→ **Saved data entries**

-- Opening Marker --

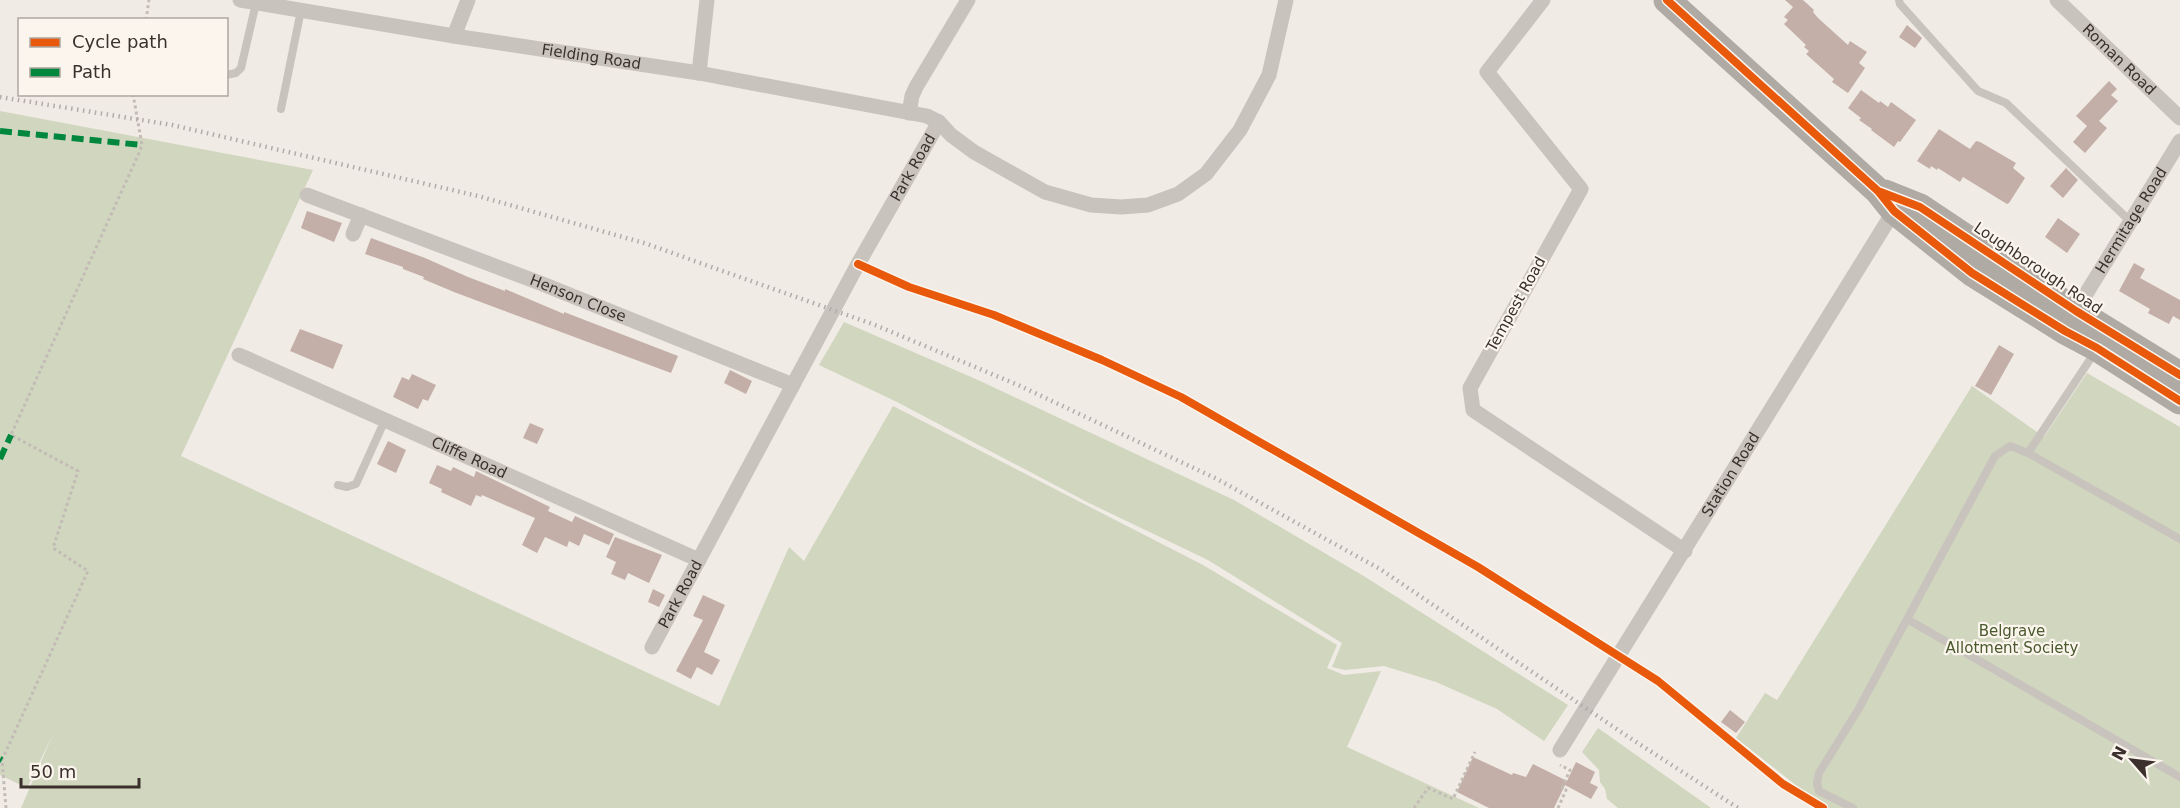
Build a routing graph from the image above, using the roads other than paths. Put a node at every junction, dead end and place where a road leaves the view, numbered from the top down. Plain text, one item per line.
1 (468, 0) edge
2 (707, 0) edge
3 (968, 0) edge
4 (1286, 0) edge
5 (1543, 0) edge
6 (1666, 0) edge
7 (1899, 0) edge
8 (2057, 0) edge
9 (248, 1) edge
10 (301, 10) junction
11 (454, 36) junction
12 (699, 74) junction
13 (228, 75) edge
14 (281, 109) dead end
15 (909, 113) junction
16 (2180, 118) edge
17 (939, 122) junction
18 (2180, 141) edge
19 (307, 195) dead end
20 (1891, 200) junction
21 (361, 215) junction
22 (2131, 222) junction
23 (353, 234) dead end
24 (2070, 321) junction
25 (2097, 348) junction
26 (239, 355) dead end
27 (2180, 375) edge
28 (797, 379) junction
29 (2180, 401) edge
30 (385, 420) junction
31 (2028, 453) junction
32 (338, 485) dead end
33 (2180, 539) edge
34 (1685, 551) junction
35 (699, 560) junction
36 (1906, 619) junction
37 (652, 647) dead end
38 (1557, 756) road end
39 (2180, 777) edge
40 (1853, 808) edge

1 - 11 street
2 - 12 street
3 - 15 street
4 - 17 street, Park Road
5 - 34 street, Tempest Road
6 - 20 highway, Loughborough Road
7 - 22 lane
8 - 16 street, Roman Road
9 - 10 street, Fielding Road
9 - 13 lane
10 - 11 street, Fielding Road
10 - 14 lane
11 - 12 street, Fielding Road
12 - 15 street, Fielding Road
15 - 17 street, Fielding Road
17 - 28 street, Park Road
18 - 22 street, Hermitage Road
19 - 21 street, Henson Close
20 - 24 highway, Loughborough Road
20 - 34 street, Station Road
21 - 23 street
21 - 28 street, Henson Close
22 - 24 street, Hermitage Road
24 - 25 highway, Loughborough Road
24 - 27 highway, Loughborough Road
25 - 29 highway, Loughborough Road
25 - 31 lane
26 - 30 street, Cliffe Road
28 - 35 street, Park Road
30 - 32 lane
30 - 35 street, Cliffe Road
31 - 33 lane
31 - 36 lane
34 - 38 street, Station Road
35 - 37 street, Park Road
36 - 39 lane
36 - 40 lane

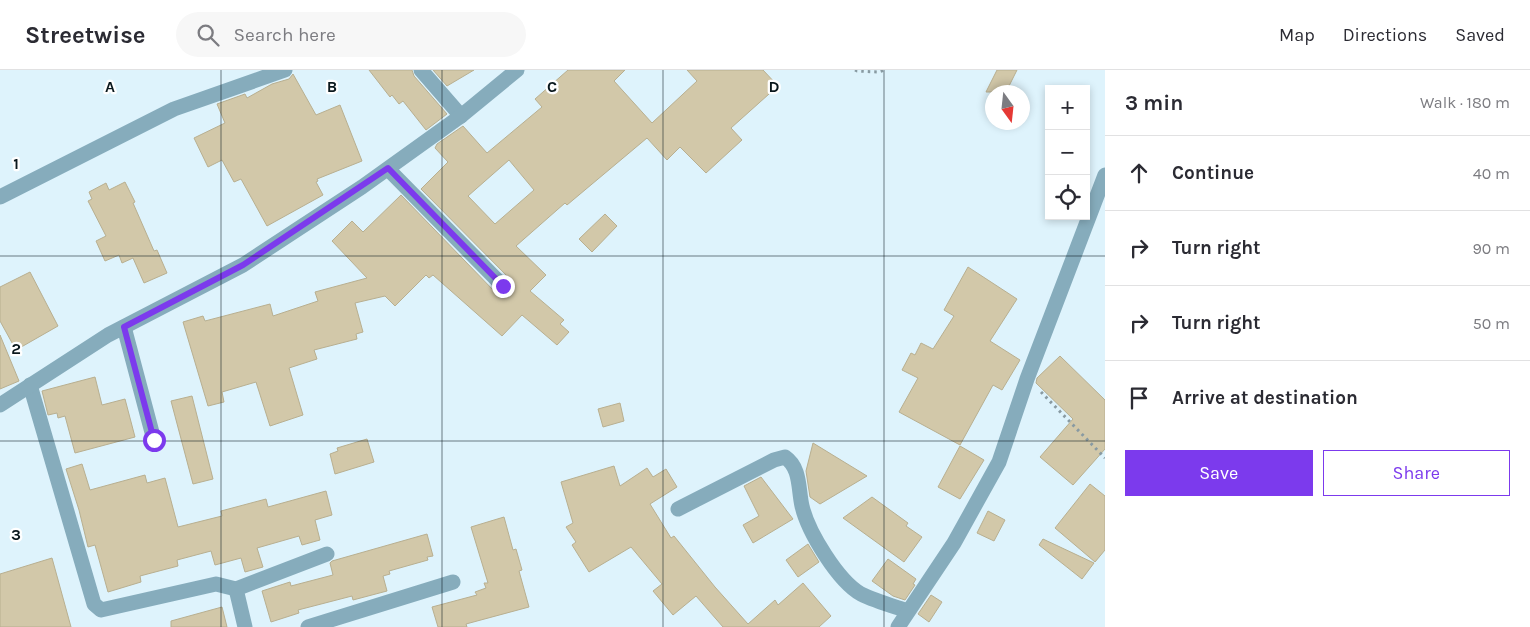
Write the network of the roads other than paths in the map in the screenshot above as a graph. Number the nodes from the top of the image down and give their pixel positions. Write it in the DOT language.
graph roads {
  1 [pos="285,70"];
  2 [pos="421,70"];
  3 [pos="517,70"];
  4 [pos="461,116"];
  5 [pos="388,168"];
  6 [pos="1105,175"];
  7 [pos="0,197"];
  8 [pos="503,286"];
  9 [pos="124,327"];
  10 [pos="30,385"];
  11 [pos="0,405"];
  12 [pos="154,440"];
  13 [pos="678,509"];
  14 [pos="327,554"];
  15 [pos="452,582"];
  16 [pos="236,590"];
  17 [pos="908,611"];
  18 [pos="246,627"];
  19 [pos="308,627"];
  20 [pos="898,627"];
  1 -- 7 [label="street"];
  2 -- 4 [label="street"];
  3 -- 4 [label="street"];
  4 -- 5 [label="street"];
  5 -- 8 [label="street"];
  5 -- 9 [label="street"];
  6 -- 17 [label="street"];
  9 -- 10 [label="street"];
  9 -- 12 [label="street"];
  10 -- 11 [label="street"];
  10 -- 16 [label="street"];
  13 -- 17 [label="street"];
  14 -- 16 [label="street"];
  15 -- 19 [label="street"];
  16 -- 18 [label="street"];
  17 -- 20 [label="street"];
}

-- Closing Marker --

→ **Required action**
When a line in the records above contains the word "other", copy it.

→ **Response area**
Build a routing graph from the image above, using the roads other than paths. Put a node at every junction, dead end and place where a road leaves the view, numbered from the top down. Plain text, one item per line.
Write the network of the roads other than paths in the map in the screenshot above as a graph. Number the nodes from the top of the image down and give their pixel positions. Write it in the DOT language.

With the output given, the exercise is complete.